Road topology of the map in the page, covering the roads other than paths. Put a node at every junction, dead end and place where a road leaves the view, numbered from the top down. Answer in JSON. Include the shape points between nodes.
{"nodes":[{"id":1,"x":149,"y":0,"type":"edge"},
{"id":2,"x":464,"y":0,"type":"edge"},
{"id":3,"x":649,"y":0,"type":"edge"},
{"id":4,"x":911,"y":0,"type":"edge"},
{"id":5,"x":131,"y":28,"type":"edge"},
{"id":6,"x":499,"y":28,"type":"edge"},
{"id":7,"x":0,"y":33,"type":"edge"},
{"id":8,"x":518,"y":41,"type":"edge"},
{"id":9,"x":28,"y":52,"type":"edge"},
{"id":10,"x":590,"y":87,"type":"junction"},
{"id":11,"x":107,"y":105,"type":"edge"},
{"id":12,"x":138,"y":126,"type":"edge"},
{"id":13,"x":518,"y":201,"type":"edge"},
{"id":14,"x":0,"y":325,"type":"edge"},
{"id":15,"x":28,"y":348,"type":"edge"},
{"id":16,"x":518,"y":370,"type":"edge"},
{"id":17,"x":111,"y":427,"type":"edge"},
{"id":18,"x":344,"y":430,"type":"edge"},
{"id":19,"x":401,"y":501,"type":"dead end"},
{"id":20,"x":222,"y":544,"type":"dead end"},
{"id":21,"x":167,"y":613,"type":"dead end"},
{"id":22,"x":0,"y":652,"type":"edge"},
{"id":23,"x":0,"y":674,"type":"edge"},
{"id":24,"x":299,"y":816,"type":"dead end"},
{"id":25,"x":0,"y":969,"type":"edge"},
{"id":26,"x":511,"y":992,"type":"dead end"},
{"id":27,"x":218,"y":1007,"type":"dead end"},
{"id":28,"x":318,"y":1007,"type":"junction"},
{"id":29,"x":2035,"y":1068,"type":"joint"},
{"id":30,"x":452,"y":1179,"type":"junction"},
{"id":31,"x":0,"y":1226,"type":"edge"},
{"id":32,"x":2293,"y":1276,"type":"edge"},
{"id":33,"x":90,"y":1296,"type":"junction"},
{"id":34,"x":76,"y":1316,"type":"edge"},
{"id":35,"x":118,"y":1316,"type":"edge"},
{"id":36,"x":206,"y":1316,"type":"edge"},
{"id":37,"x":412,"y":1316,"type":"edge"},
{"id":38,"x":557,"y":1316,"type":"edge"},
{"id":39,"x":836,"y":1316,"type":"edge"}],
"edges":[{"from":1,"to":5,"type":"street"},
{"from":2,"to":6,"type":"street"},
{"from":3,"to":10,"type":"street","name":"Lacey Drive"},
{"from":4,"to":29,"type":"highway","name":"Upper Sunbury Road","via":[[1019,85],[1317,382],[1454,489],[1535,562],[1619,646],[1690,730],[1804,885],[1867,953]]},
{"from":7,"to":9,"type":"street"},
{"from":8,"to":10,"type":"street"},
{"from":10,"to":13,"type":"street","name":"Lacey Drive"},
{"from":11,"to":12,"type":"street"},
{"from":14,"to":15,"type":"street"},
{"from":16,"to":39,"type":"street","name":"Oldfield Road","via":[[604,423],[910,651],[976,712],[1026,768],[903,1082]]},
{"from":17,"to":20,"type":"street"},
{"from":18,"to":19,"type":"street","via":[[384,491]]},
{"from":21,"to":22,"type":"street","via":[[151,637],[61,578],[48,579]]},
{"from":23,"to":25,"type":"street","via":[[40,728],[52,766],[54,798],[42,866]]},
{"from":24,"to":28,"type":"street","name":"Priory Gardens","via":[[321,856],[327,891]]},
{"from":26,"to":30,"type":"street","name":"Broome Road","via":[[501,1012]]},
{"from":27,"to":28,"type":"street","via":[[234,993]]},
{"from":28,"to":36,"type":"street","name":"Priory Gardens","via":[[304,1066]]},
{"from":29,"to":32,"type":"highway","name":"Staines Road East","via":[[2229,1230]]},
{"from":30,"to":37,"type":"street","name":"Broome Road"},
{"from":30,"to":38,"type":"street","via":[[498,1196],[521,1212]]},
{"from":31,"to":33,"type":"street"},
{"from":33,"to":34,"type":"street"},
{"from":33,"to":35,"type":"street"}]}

» Task details:
The response should repeat the whole listing exactly.

» Exercise answer:
Road topology of the map in the page, covering the roads other than paths. Put a node at every junction, dead end and place where a road leaves the view, numbered from the top down. Answer in JSON. Include the shape points between nodes.
{"nodes":[{"id":1,"x":149,"y":0,"type":"edge"},
{"id":2,"x":464,"y":0,"type":"edge"},
{"id":3,"x":649,"y":0,"type":"edge"},
{"id":4,"x":911,"y":0,"type":"edge"},
{"id":5,"x":131,"y":28,"type":"edge"},
{"id":6,"x":499,"y":28,"type":"edge"},
{"id":7,"x":0,"y":33,"type":"edge"},
{"id":8,"x":518,"y":41,"type":"edge"},
{"id":9,"x":28,"y":52,"type":"edge"},
{"id":10,"x":590,"y":87,"type":"junction"},
{"id":11,"x":107,"y":105,"type":"edge"},
{"id":12,"x":138,"y":126,"type":"edge"},
{"id":13,"x":518,"y":201,"type":"edge"},
{"id":14,"x":0,"y":325,"type":"edge"},
{"id":15,"x":28,"y":348,"type":"edge"},
{"id":16,"x":518,"y":370,"type":"edge"},
{"id":17,"x":111,"y":427,"type":"edge"},
{"id":18,"x":344,"y":430,"type":"edge"},
{"id":19,"x":401,"y":501,"type":"dead end"},
{"id":20,"x":222,"y":544,"type":"dead end"},
{"id":21,"x":167,"y":613,"type":"dead end"},
{"id":22,"x":0,"y":652,"type":"edge"},
{"id":23,"x":0,"y":674,"type":"edge"},
{"id":24,"x":299,"y":816,"type":"dead end"},
{"id":25,"x":0,"y":969,"type":"edge"},
{"id":26,"x":511,"y":992,"type":"dead end"},
{"id":27,"x":218,"y":1007,"type":"dead end"},
{"id":28,"x":318,"y":1007,"type":"junction"},
{"id":29,"x":2035,"y":1068,"type":"joint"},
{"id":30,"x":452,"y":1179,"type":"junction"},
{"id":31,"x":0,"y":1226,"type":"edge"},
{"id":32,"x":2293,"y":1276,"type":"edge"},
{"id":33,"x":90,"y":1296,"type":"junction"},
{"id":34,"x":76,"y":1316,"type":"edge"},
{"id":35,"x":118,"y":1316,"type":"edge"},
{"id":36,"x":206,"y":1316,"type":"edge"},
{"id":37,"x":412,"y":1316,"type":"edge"},
{"id":38,"x":557,"y":1316,"type":"edge"},
{"id":39,"x":836,"y":1316,"type":"edge"}],
"edges":[{"from":1,"to":5,"type":"street"},
{"from":2,"to":6,"type":"street"},
{"from":3,"to":10,"type":"street","name":"Lacey Drive"},
{"from":4,"to":29,"type":"highway","name":"Upper Sunbury Road","via":[[1019,85],[1317,382],[1454,489],[1535,562],[1619,646],[1690,730],[1804,885],[1867,953]]},
{"from":7,"to":9,"type":"street"},
{"from":8,"to":10,"type":"street"},
{"from":10,"to":13,"type":"street","name":"Lacey Drive"},
{"from":11,"to":12,"type":"street"},
{"from":14,"to":15,"type":"street"},
{"from":16,"to":39,"type":"street","name":"Oldfield Road","via":[[604,423],[910,651],[976,712],[1026,768],[903,1082]]},
{"from":17,"to":20,"type":"street"},
{"from":18,"to":19,"type":"street","via":[[384,491]]},
{"from":21,"to":22,"type":"street","via":[[151,637],[61,578],[48,579]]},
{"from":23,"to":25,"type":"street","via":[[40,728],[52,766],[54,798],[42,866]]},
{"from":24,"to":28,"type":"street","name":"Priory Gardens","via":[[321,856],[327,891]]},
{"from":26,"to":30,"type":"street","name":"Broome Road","via":[[501,1012]]},
{"from":27,"to":28,"type":"street","via":[[234,993]]},
{"from":28,"to":36,"type":"street","name":"Priory Gardens","via":[[304,1066]]},
{"from":29,"to":32,"type":"highway","name":"Staines Road East","via":[[2229,1230]]},
{"from":30,"to":37,"type":"street","name":"Broome Road"},
{"from":30,"to":38,"type":"street","via":[[498,1196],[521,1212]]},
{"from":31,"to":33,"type":"street"},
{"from":33,"to":34,"type":"street"},
{"from":33,"to":35,"type":"street"}]}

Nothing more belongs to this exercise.